I wasn't sure about the police. I'll call them now, thanks, in a bit of a fog. To be clear, his father hit him, pushed him and made him stay in his room for two days.

Son is 11.

OP posts:
jayho · 21/02/2016 18:48

re court order, I'm worried about him enforcing it

OP posts:
Sarah715 · 21/02/2016 18:48

Does your son have any visible marks you could photograph?

Poor lad Sad

jayho · 21/02/2016 18:49

I've got a nominated officer from previous domestic abuse, I'll see if he's on duty

OP posts:
fastdaytears · 21/02/2016 18:51

Your poor DS. That's awful. Call your DV officer now.

pocketsaviour · 21/02/2016 18:52

Definitely ring police. Your poor DS :( Please give him reassurance that he has done thr right thing in telling you, and that nobody should treat him like this.

jayho · 21/02/2016 18:54

hit him round the back of the head, happened last friday, came out in dribs and drabs

OP posts:
ImperialBlether · 21/02/2016 18:58

Made him stay in his room for two days? That's appalling.

jayho · 21/02/2016 18:59

ok, emailed dv officer. Have to feed boys and put to bed now. Thanks for clarity

OP posts:
goddessofsmallthings · 21/02/2016 20:37

Your ds is of an age where his wishes will be taken in account with regard to how much, if any, contact he has with his father.
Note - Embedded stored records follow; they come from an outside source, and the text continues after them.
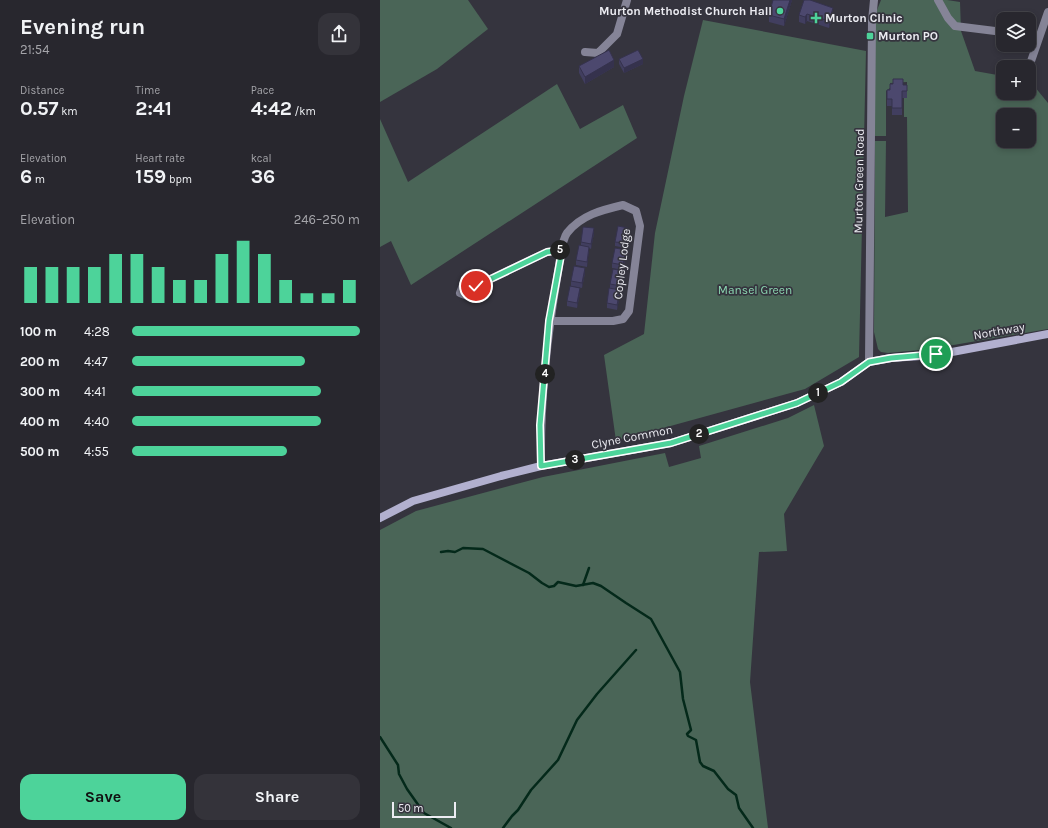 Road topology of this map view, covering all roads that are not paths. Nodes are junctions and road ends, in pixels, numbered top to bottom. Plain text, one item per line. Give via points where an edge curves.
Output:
1 (627, 0) edge
2 (874, 0) edge
3 (938, 0) edge
4 (1048, 12) edge
5 (996, 31) edge
6 (584, 52) dead end
7 (1031, 60) edge
8 (562, 250) junction
9 (476, 286) dead end
10 (549, 321) junction
11 (1048, 334) edge
12 (869, 362) junction
13 (797, 403) joint
14 (541, 466) junction
15 (380, 518) edge

1 - 6 street via 616,34 598,53
2 - 12 street, Murton Green Road
3 - 5 street via 955,26
4 - 7 street
8 - 9 street via 547,252
8 - 10 street, Copley Lodge
8 - 10 street, Copley Lodge via 566,235 577,222 601,210 623,205 636,211 640,226 628,311 623,319
10 - 14 street, Copley Lodge via 540,425
11 - 12 main road, Northway via 936,354
12 - 13 main road, Northway via 841,382
13 - 14 main road, Clyne Common via 671,443
14 - 15 main road, Clyne Common via 413,501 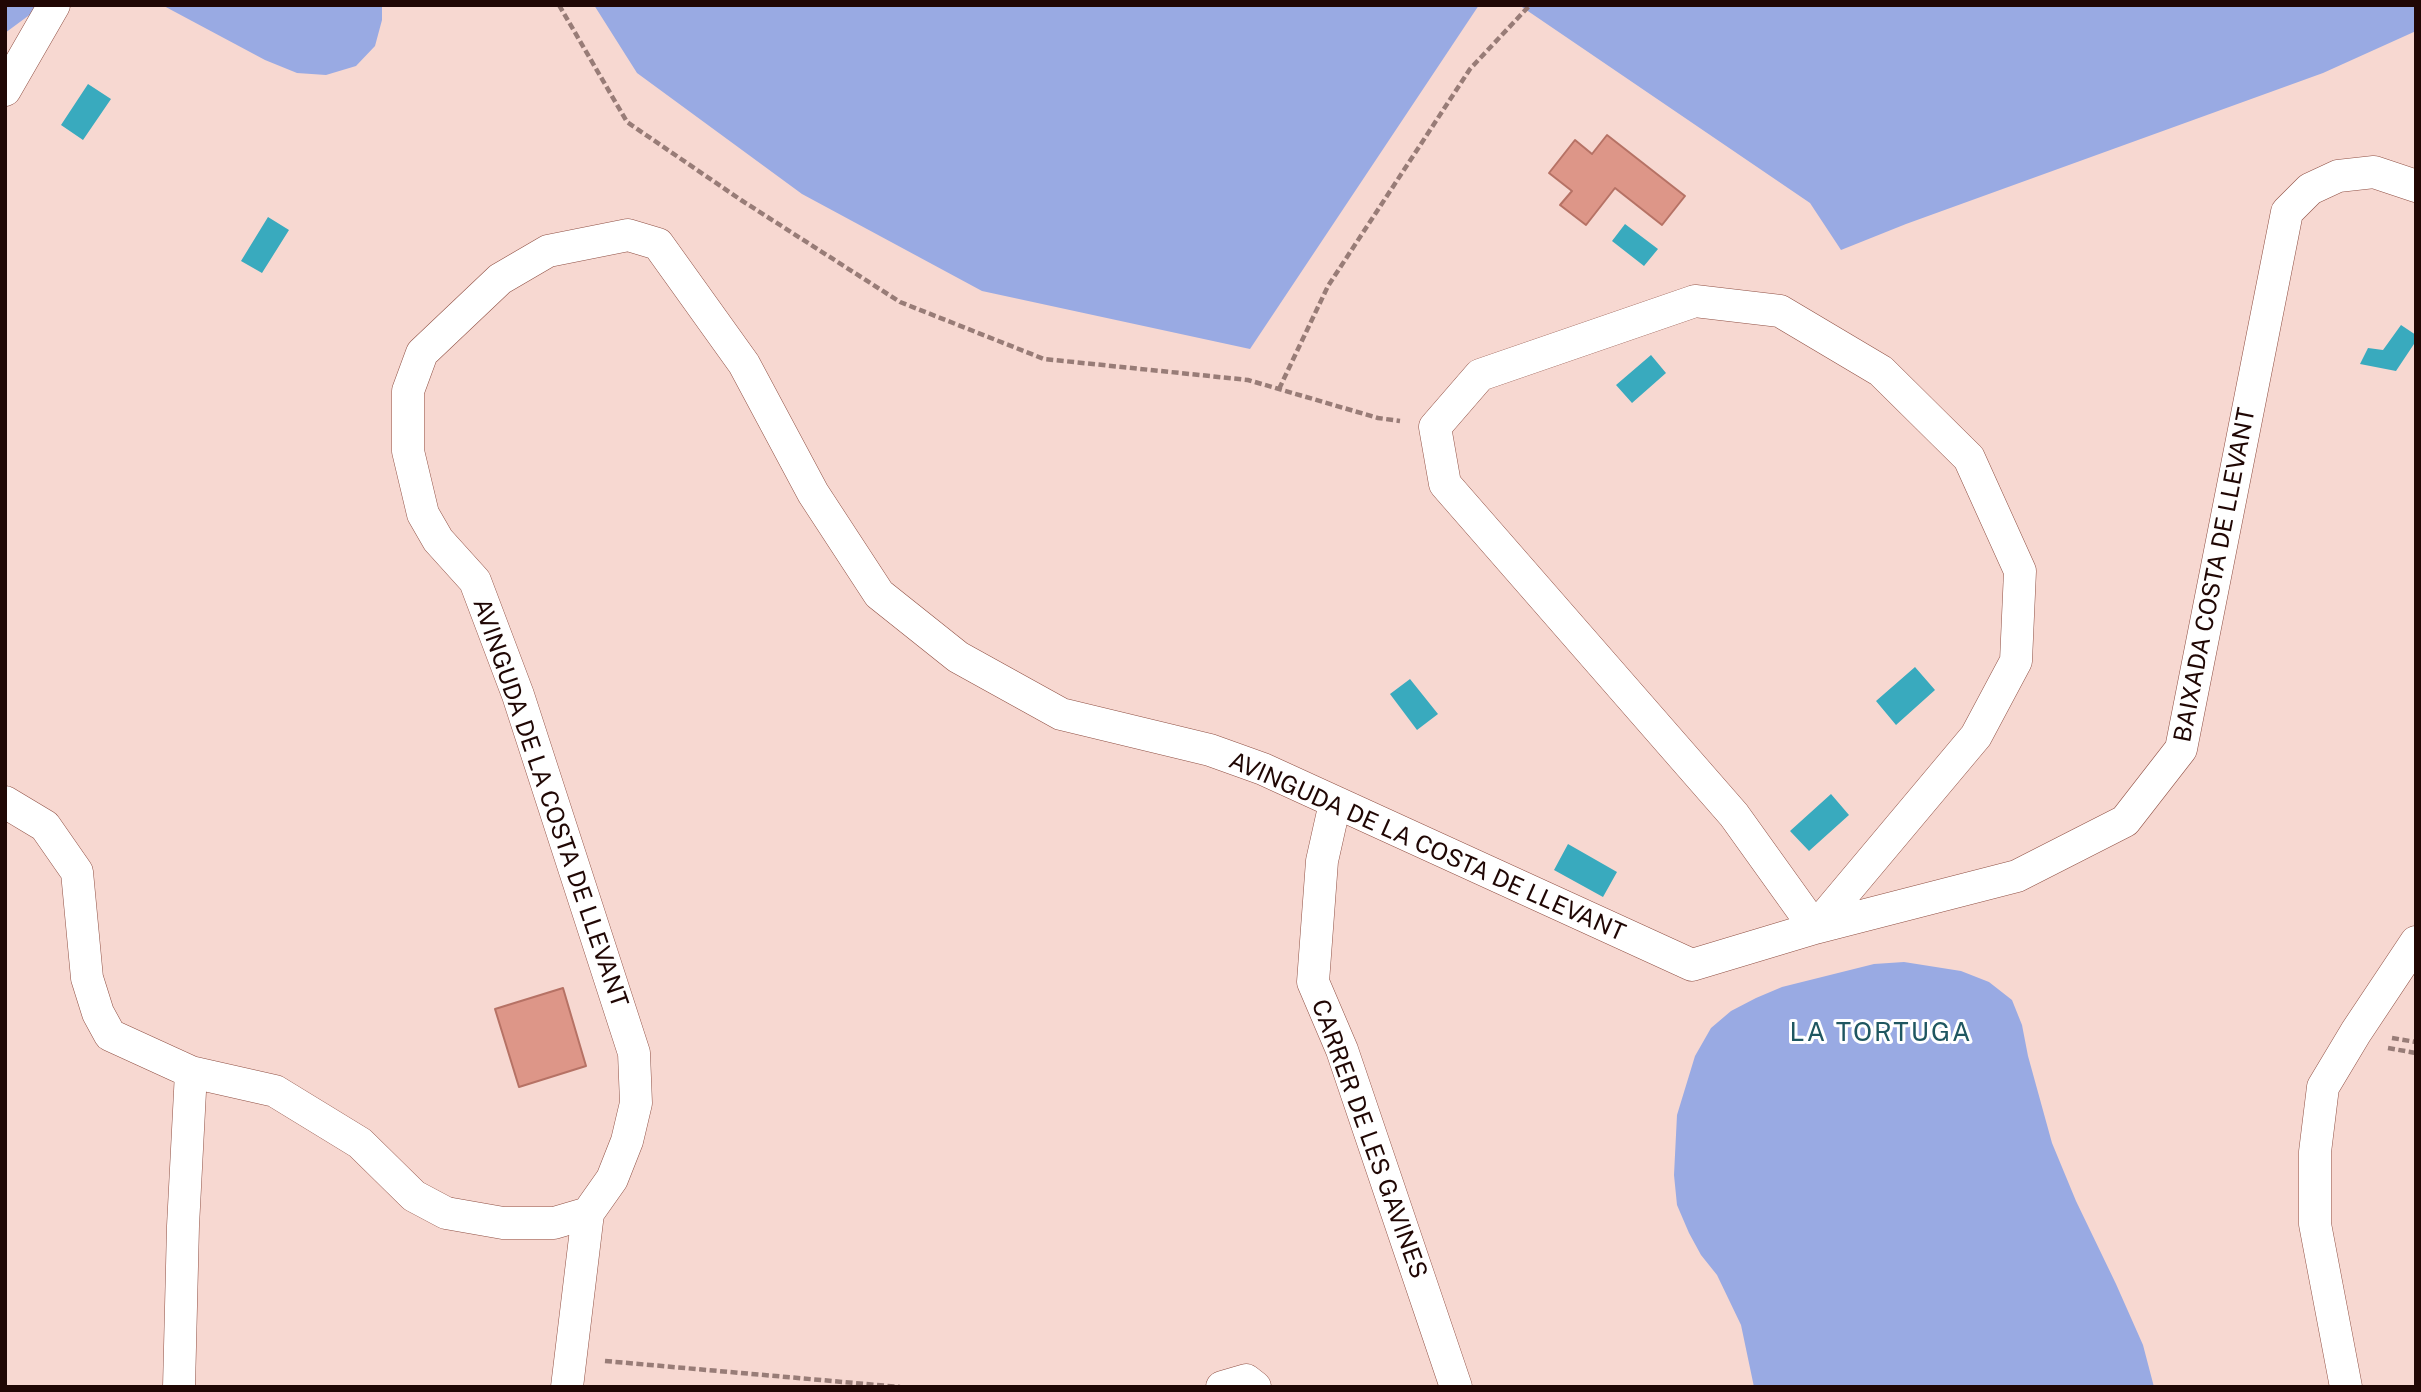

Let SS/the police assess the situation and inform your ds's school and GP of what he alleges took place.

Do you have younger dc and were any of your other dc present when your ds was physically assaulted?

jayho · 21/02/2016 21:34

my son was alone when this happened, in his bedroom but younger ds voluntarily corroborated that he was excluded from the family for two days, had to take his meals alone etc.

11yo is clear that he wants 'a break' from contact which i will support. My dv support officer does not seem to be on duty - I've emailed and he's good at responding. I have not made any other police contact so it's just SS and not sure if I should call 101

OP posts:
notapizzaeater · 21/02/2016 21:36

What a nasty piece if work - your poor son

jayho · 21/02/2016 21:38

is this a police matter?

OP posts:
NameAgeLocation · 21/02/2016 21:39

I think it is. You are not allowed to hit someone around the head just because they're related to you.

jayho · 21/02/2016 21:40

ok, calling, classic ea victim, think i might be wrong...

OP posts:
RandomMess · 21/02/2016 21:41

Yes I think it is, it sounds like an assault on a minor?

cheapskatemum · 21/02/2016 21:41

I thought police informed social services and social services informed police about safeguarding issues?

NameAgeLocation · 21/02/2016 21:42

By the way, obviously I feel for your son but I also think, poor you! You must feel awful for him. Thank heavens your son has you to stand up for him, but don't forget that this is difficult for you too. Have a Brew and a bit of sympathy from this internet stranger Flowers

jayho · 21/02/2016 22:05

thank you, much appreciated, police were great sending someone out tomorrow, they will sync with social services. I have to say I always knew he wouldn't be able to contain his behavior around the children but it's horrible

OP posts:
aLeafFalls · 21/02/2016 22:45

Thanks. I know how that is, when your default position is always to blame yourself. Because that's what someone else has been doing for years.

It is horrible, knowing what your boy's been through, but you had no choice, with the court order. But you're doing great, taking all the right actions. Well done. Take care of yourself too.